━━━ Records to process

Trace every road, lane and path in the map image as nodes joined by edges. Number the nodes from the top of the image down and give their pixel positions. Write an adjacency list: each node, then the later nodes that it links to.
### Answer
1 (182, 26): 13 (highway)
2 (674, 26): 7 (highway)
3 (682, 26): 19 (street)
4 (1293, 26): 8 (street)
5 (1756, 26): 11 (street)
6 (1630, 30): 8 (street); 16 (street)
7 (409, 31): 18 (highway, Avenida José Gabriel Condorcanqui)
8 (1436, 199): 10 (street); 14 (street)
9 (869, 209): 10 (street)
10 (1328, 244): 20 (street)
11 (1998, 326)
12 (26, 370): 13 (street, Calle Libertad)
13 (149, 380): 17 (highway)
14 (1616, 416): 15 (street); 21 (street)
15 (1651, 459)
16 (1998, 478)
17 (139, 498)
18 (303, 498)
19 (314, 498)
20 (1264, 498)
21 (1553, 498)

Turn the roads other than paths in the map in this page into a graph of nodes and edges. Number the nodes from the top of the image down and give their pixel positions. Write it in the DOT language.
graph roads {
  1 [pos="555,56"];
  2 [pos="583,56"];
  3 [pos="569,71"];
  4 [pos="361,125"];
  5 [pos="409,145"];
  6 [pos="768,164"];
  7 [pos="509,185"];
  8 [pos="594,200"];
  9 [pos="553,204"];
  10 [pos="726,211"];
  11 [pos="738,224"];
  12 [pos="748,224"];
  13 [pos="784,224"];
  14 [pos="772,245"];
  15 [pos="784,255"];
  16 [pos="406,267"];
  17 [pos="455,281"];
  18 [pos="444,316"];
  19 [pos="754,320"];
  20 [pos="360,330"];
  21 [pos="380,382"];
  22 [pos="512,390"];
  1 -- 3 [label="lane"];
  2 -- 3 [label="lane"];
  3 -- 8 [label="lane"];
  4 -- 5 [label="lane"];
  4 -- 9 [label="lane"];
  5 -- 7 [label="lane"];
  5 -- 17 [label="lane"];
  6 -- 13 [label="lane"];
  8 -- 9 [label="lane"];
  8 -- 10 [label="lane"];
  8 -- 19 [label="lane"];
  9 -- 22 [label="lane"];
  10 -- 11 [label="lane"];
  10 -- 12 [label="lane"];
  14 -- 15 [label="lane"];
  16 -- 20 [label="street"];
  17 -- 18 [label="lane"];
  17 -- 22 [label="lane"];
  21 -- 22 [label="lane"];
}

━━━━━━

(Task description)
The entries above are to be copied word for word.

(Exercise output)
Trace every road, lane and path in the map image as nodes joined by edges. Number the nodes from the top of the image down and give their pixel positions. Write an adjacency list: each node, then the later nodes that it links to.
### Answer
1 (182, 26): 13 (highway)
2 (674, 26): 7 (highway)
3 (682, 26): 19 (street)
4 (1293, 26): 8 (street)
5 (1756, 26): 11 (street)
6 (1630, 30): 8 (street); 16 (street)
7 (409, 31): 18 (highway, Avenida José Gabriel Condorcanqui)
8 (1436, 199): 10 (street); 14 (street)
9 (869, 209): 10 (street)
10 (1328, 244): 20 (street)
11 (1998, 326)
12 (26, 370): 13 (street, Calle Libertad)
13 (149, 380): 17 (highway)
14 (1616, 416): 15 (street); 21 (street)
15 (1651, 459)
16 (1998, 478)
17 (139, 498)
18 (303, 498)
19 (314, 498)
20 (1264, 498)
21 (1553, 498)

Turn the roads other than paths in the map in this page into a graph of nodes and edges. Number the nodes from the top of the image down and give their pixel positions. Write it in the DOT language.
graph roads {
  1 [pos="555,56"];
  2 [pos="583,56"];
  3 [pos="569,71"];
  4 [pos="361,125"];
  5 [pos="409,145"];
  6 [pos="768,164"];
  7 [pos="509,185"];
  8 [pos="594,200"];
  9 [pos="553,204"];
  10 [pos="726,211"];
  11 [pos="738,224"];
  12 [pos="748,224"];
  13 [pos="784,224"];
  14 [pos="772,245"];
  15 [pos="784,255"];
  16 [pos="406,267"];
  17 [pos="455,281"];
  18 [pos="444,316"];
  19 [pos="754,320"];
  20 [pos="360,330"];
  21 [pos="380,382"];
  22 [pos="512,390"];
  1 -- 3 [label="lane"];
  2 -- 3 [label="lane"];
  3 -- 8 [label="lane"];
  4 -- 5 [label="lane"];
  4 -- 9 [label="lane"];
  5 -- 7 [label="lane"];
  5 -- 17 [label="lane"];
  6 -- 13 [label="lane"];
  8 -- 9 [label="lane"];
  8 -- 10 [label="lane"];
  8 -- 19 [label="lane"];
  9 -- 22 [label="lane"];
  10 -- 11 [label="lane"];
  10 -- 12 [label="lane"];
  14 -- 15 [label="lane"];
  16 -- 20 [label="street"];
  17 -- 18 [label="lane"];
  17 -- 22 [label="lane"];
  21 -- 22 [label="lane"];
}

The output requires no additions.